(Excerpts from a dataset)

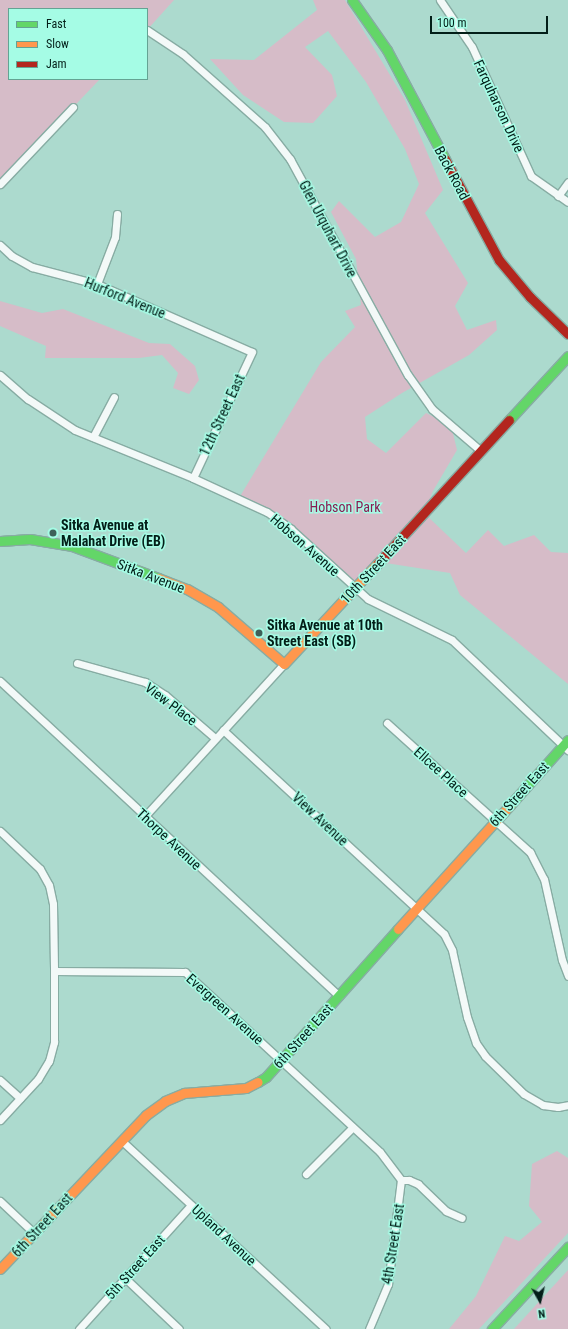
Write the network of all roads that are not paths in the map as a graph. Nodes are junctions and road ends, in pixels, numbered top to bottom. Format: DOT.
graph roads {
  1 [pos="352,0"];
  2 [pos="440,0"];
  3 [pos="148,31"];
  4 [pos="74,107"];
  5 [pos="568,182"];
  6 [pos="0,184"];
  7 [pos="558,196"];
  8 [pos="568,202"];
  9 [pos="117,214"];
  10 [pos="0,245"];
  11 [pos="97,284"];
  12 [pos="568,334"];
  13 [pos="252,352"];
  14 [pos="568,356"];
  15 [pos="0,375"];
  16 [pos="114,397"];
  17 [pos="93,437"];
  18 [pos="481,452"];
  19 [pos="193,478"];
  20 [pos="1,538"];
  21 [pos="355,588"];
  22 [pos="77,663"];
  23 [pos="284,664"];
  24 [pos="0,681"];
  25 [pos="387,723"];
  26 [pos="223,730"];
  27 [pos="215,738"];
  28 [pos="566,745"];
  29 [pos="145,816"];
  30 [pos="495,821"];
  31 [pos="0,831"];
  32 [pos="417,909"];
  33 [pos="54,971"];
  34 [pos="568,976"];
  35 [pos="339,996"];
  36 [pos="282,1060"];
  37 [pos="0,1080"];
  38 [pos="20,1098"];
  39 [pos="568,1105"];
  40 [pos="0,1120"];
  41 [pos="353,1127"];
  42 [pos="122,1141"];
  43 [pos="306,1174"];
  44 [pos="401,1180"];
  45 [pos="0,1201"];
  46 [pos="191,1205"];
  47 [pos="462,1218"];
  48 [pos="34,1233"];
  49 [pos="568,1247"];
  50 [pos="0,1269"];
  51 [pos="125,1278"];
  52 [pos="79,1329"];
  53 [pos="179,1329"];
  54 [pos="326,1329"];
  55 [pos="369,1329"];
  56 [pos="492,1329"];
  1 -- 12 [label="street, Back Road"];
  2 -- 7 [label="street, Farquharson Drive"];
  3 -- 18 [label="street, Glen Urquhart Drive"];
  4 -- 6 [label="street"];
  5 -- 7 [label="street"];
  7 -- 8 [label="street, Farquharson Drive"];
  9 -- 11 [label="street"];
  10 -- 11 [label="street, Hurford Avenue"];
  11 -- 13 [label="street, Hurford Avenue"];
  13 -- 19 [label="street, 12th Street East"];
  14 -- 18 [label="street, 10th Street East"];
  15 -- 17 [label="street, Hobson Avenue"];
  16 -- 17 [label="street"];
  17 -- 19 [label="street, Hobson Avenue"];
  18 -- 21 [label="street, 10th Street East"];
  19 -- 21 [label="street, Hobson Avenue"];
  20 -- 23 [label="street, Sitka Avenue"];
  21 -- 23 [label="street, 10th Street East"];
  21 -- 28 [label="street, Hobson Avenue"];
  22 -- 27 [label="street, View Place"];
  23 -- 26 [label="street, 10th Street East"];
  24 -- 29 [label="street, Thorpe Avenue"];
  25 -- 30 [label="street, Ellcee Place"];
  26 -- 27 [label="street, 10th Street East"];
  26 -- 32 [label="street, View Avenue"];
  27 -- 29 [label="street, 10th Street East"];
  28 -- 30 [label="street, 6th Street East"];
  29 -- 35 [label="street, Thorpe Avenue"];
  30 -- 32 [label="street, 6th Street East"];
  30 -- 34 [label="street, Ellcee Place"];
  31 -- 33 [label="street"];
  32 -- 35 [label="street, 6th Street East"];
  32 -- 39 [label="street, View Avenue"];
  33 -- 36 [label="street, Evergreen Avenue"];
  33 -- 38 [label="street"];
  35 -- 36 [label="street, 6th Street East"];
  36 -- 41 [label="street, Evergreen Avenue"];
  36 -- 42 [label="street, 6th Street East"];
  37 -- 38 [label="street"];
  38 -- 40 [label="street"];
  41 -- 43 [label="street"];
  41 -- 44 [label="street, Evergreen Avenue"];
  42 -- 46 [label="street, Upland Avenue"];
  42 -- 48 [label="street, 6th Street East"];
  44 -- 47 [label="street"];
  44 -- 55 [label="street, 4th Street East"];
  45 -- 48 [label="street"];
  46 -- 51 [label="street, 5th Street East"];
  46 -- 54 [label="street, Upland Avenue"];
  48 -- 50 [label="street, 6th Street East"];
  49 -- 56 [label="street"];
  51 -- 52 [label="street, 5th Street East"];
  51 -- 53 [label="street"];
}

Task goal:
Wherever a line of the data above contains "Drive", copy that line.

Response:
  2 -- 7 [label="street, Farquharson Drive"];
  3 -- 18 [label="street, Glen Urquhart Drive"];
  7 -- 8 [label="street, Farquharson Drive"];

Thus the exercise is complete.